━━ Material for the task ━━

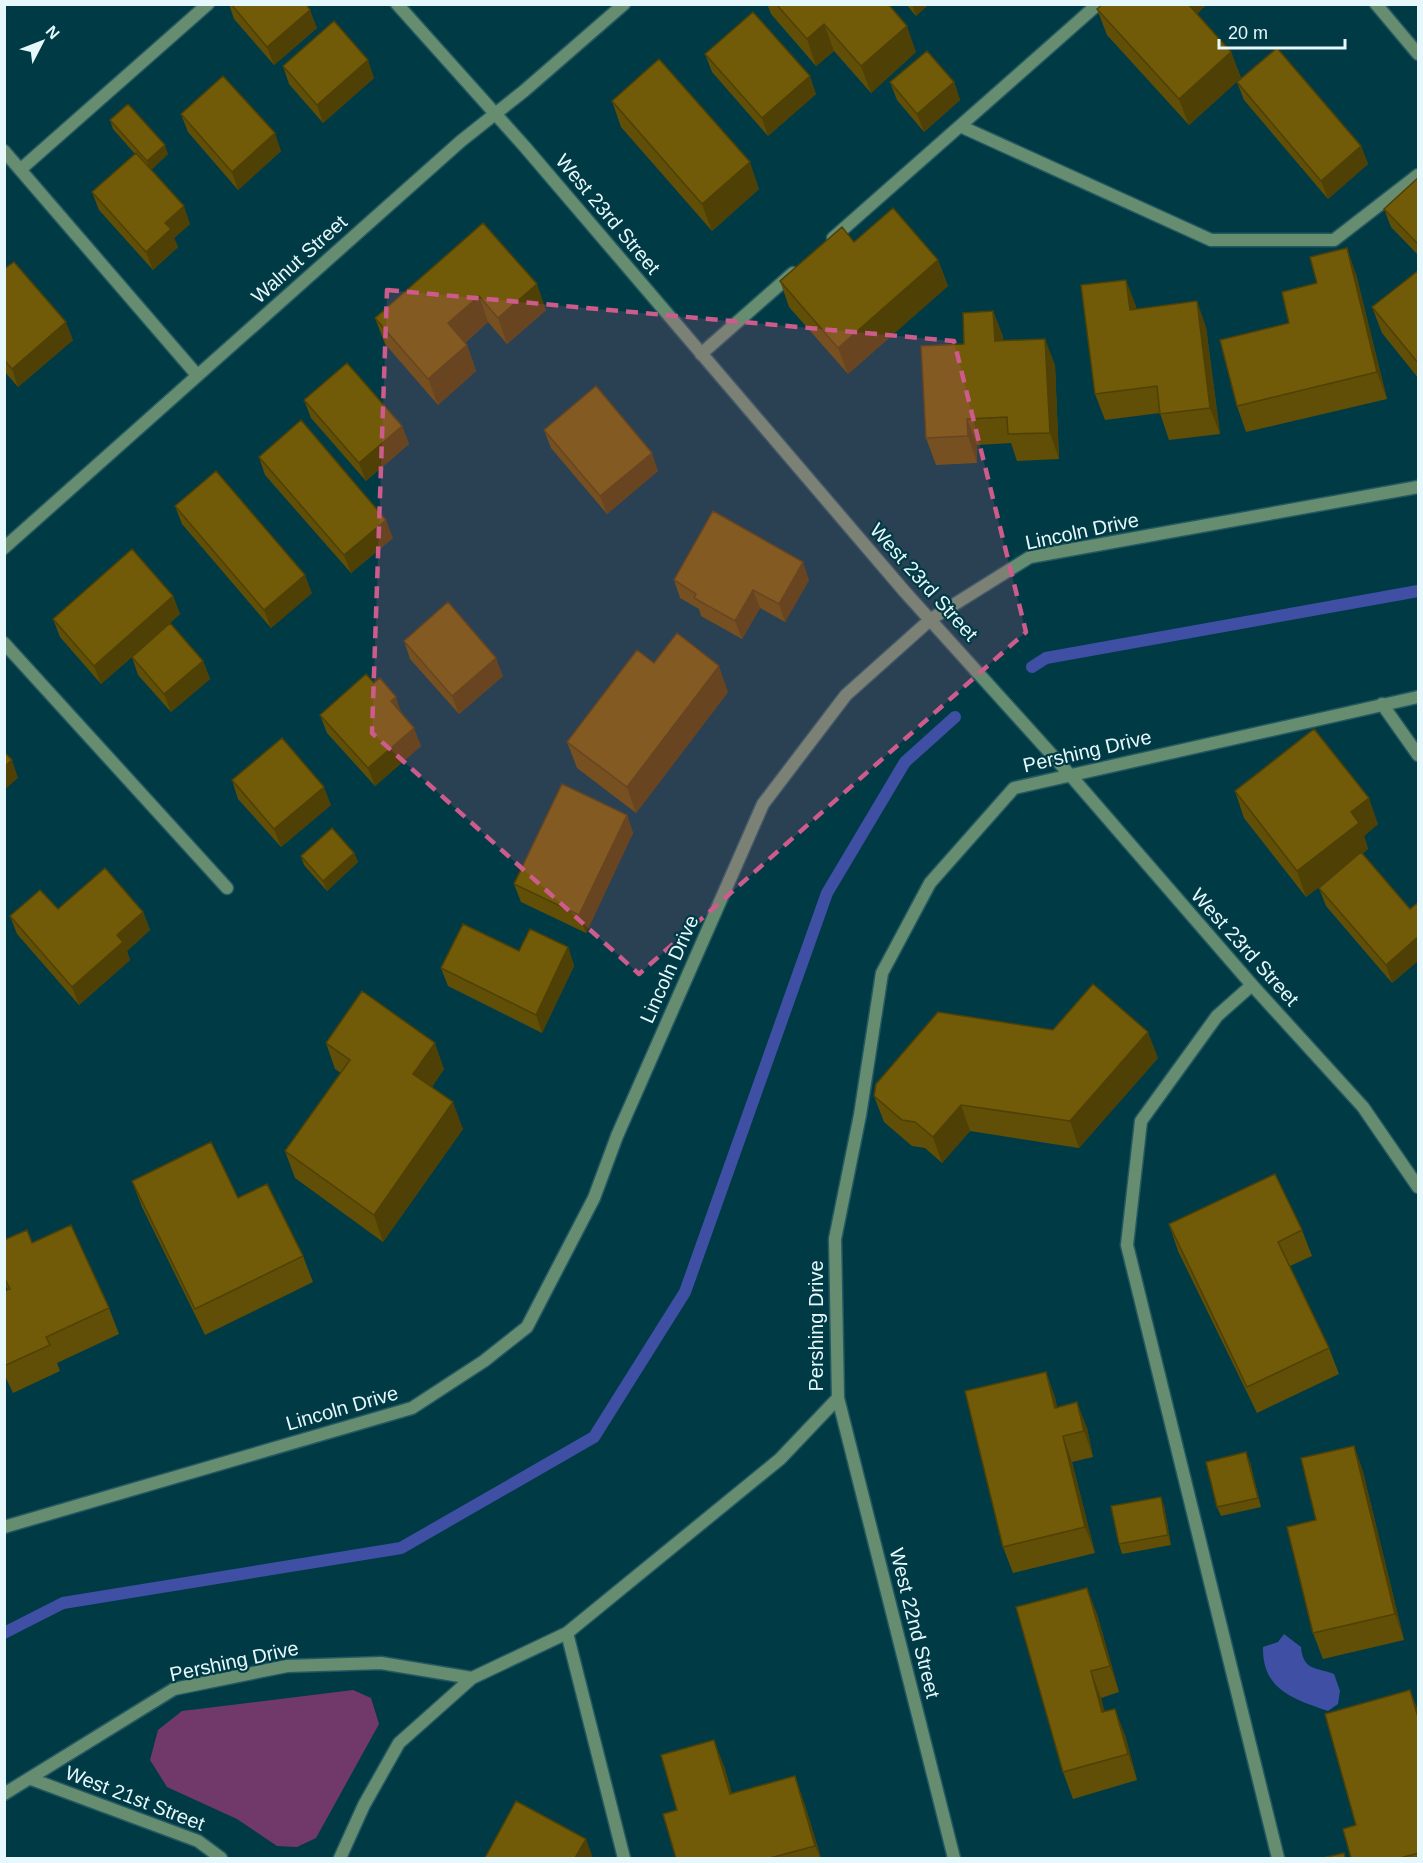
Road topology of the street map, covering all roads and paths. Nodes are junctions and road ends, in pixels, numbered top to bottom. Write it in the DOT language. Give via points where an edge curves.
graph roads {
  1 [pos="208,4"];
  2 [pos="397,4"];
  3 [pos="624,4"];
  4 [pos="1098,4"];
  5 [pos="1376,4"];
  6 [pos="1419,54"];
  7 [pos="494,114"];
  8 [pos="960,126"];
  9 [pos="4,151"];
  10 [pos="21,169"];
  11 [pos="1419,175"];
  12 [pos="820,249"];
  13 [pos="802,265"];
  14 [pos="701,354"];
  15 [pos="197,375"];
  16 [pos="1419,488"];
  17 [pos="4,548"];
  18 [pos="931,619"];
  19 [pos="4,644"];
  20 [pos="1419,697"];
  21 [pos="1382,704"];
  22 [pos="1419,755"];
  23 [pos="1071,776"];
  24 [pos="227,888"];
  25 [pos="1252,985"];
  26 [pos="1419,1187"];
  27 [pos="838,1398"];
  28 [pos="4,1527"];
  29 [pos="567,1633"];
  30 [pos="472,1678"];
  31 [pos="31,1779"];
  32 [pos="4,1794"];
  33 [pos="222,1858"];
  34 [pos="340,1858"];
  35 [pos="624,1858"];
  36 [pos="954,1858"];
  37 [pos="1278,1858"];
  1 -- 10 [label="street"];
  2 -- 7 [label="street, West 23rd Street"];
  3 -- 7 [label="street, Walnut Street"];
  4 -- 8 [label="street"];
  5 -- 6 [label="street"];
  7 -- 14 [label="street, West 23rd Street"];
  7 -- 15 [label="street, Walnut Street"];
  8 -- 11 [label="street" via="1211,240 1334,240"];
  8 -- 12 [label="street"];
  9 -- 10 [label="street"];
  10 -- 15 [label="street"];
  13 -- 14 [label="street"];
  14 -- 18 [label="street, West 23rd Street"];
  15 -- 17 [label="street, Walnut Street"];
  16 -- 18 [label="street, Lincoln Drive" via="1030,557"];
  18 -- 23 [label="street, West 23rd Street"];
  18 -- 28 [label="street, Lincoln Drive" via="846,695 763,804 617,1136 594,1198 526,1327 484,1361 412,1408"];
  19 -- 24 [label="street"];
  20 -- 21 [label="street, Pershing Drive"];
  21 -- 22 [label="street"];
  21 -- 23 [label="street, Pershing Drive"];
  23 -- 25 [label="street, West 23rd Street"];
  23 -- 27 [label="street, Pershing Drive" via="1014,788 930,883 882,973 860,1115 835,1239"];
  25 -- 26 [label="street, West 23rd Street" via="1363,1107"];
  25 -- 37 [label="street" via="1217,1016 1141,1121 1127,1245"];
  27 -- 29 [label="street, Pershing Drive" via="780,1459"];
  27 -- 36 [label="street, West 22nd Street"];
  29 -- 30 [label="street, Pershing Drive"];
  29 -- 35 [label="street"];
  30 -- 31 [label="street, Pershing Drive" via="381,1663 287,1666 174,1689"];
  30 -- 34 [label="street" via="399,1743"];
  31 -- 32 [label="street, Pershing Drive"];
  31 -- 33 [label="street, West 21st Street" via="198,1841"];
}
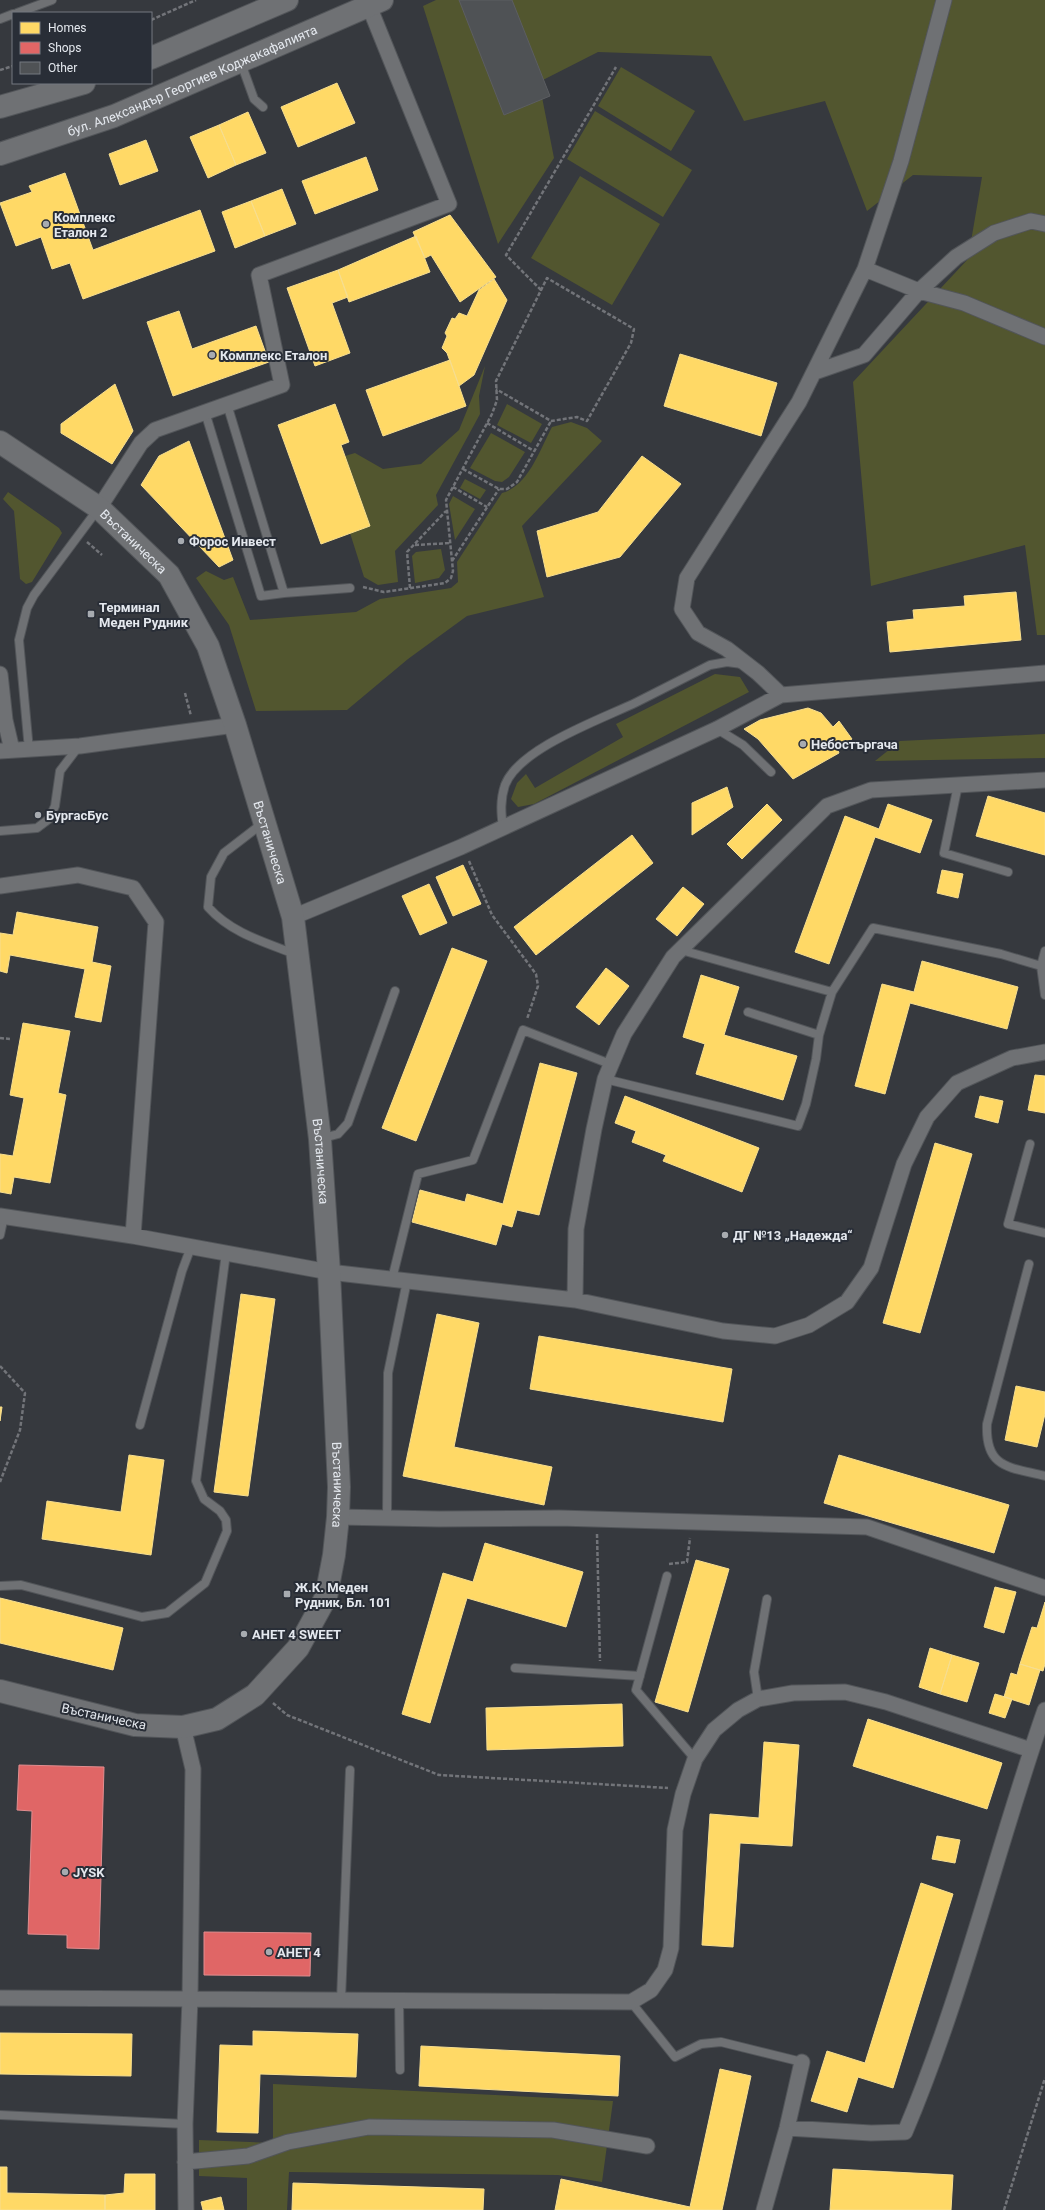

━━━

> _Exercise goal_: Which lines in the records contain the word "West"? Copy each one.

> _Exercise result_:
  2 -- 7 [label="street, West 23rd Street"];
  7 -- 14 [label="street, West 23rd Street"];
  14 -- 18 [label="street, West 23rd Street"];
  18 -- 23 [label="street, West 23rd Street"];
  23 -- 25 [label="street, West 23rd Street"];
  25 -- 26 [label="street, West 23rd Street" via="1363,1107"];
  27 -- 36 [label="street, West 22nd Street"];
  31 -- 33 [label="street, West 21st Street" via="198,1841"];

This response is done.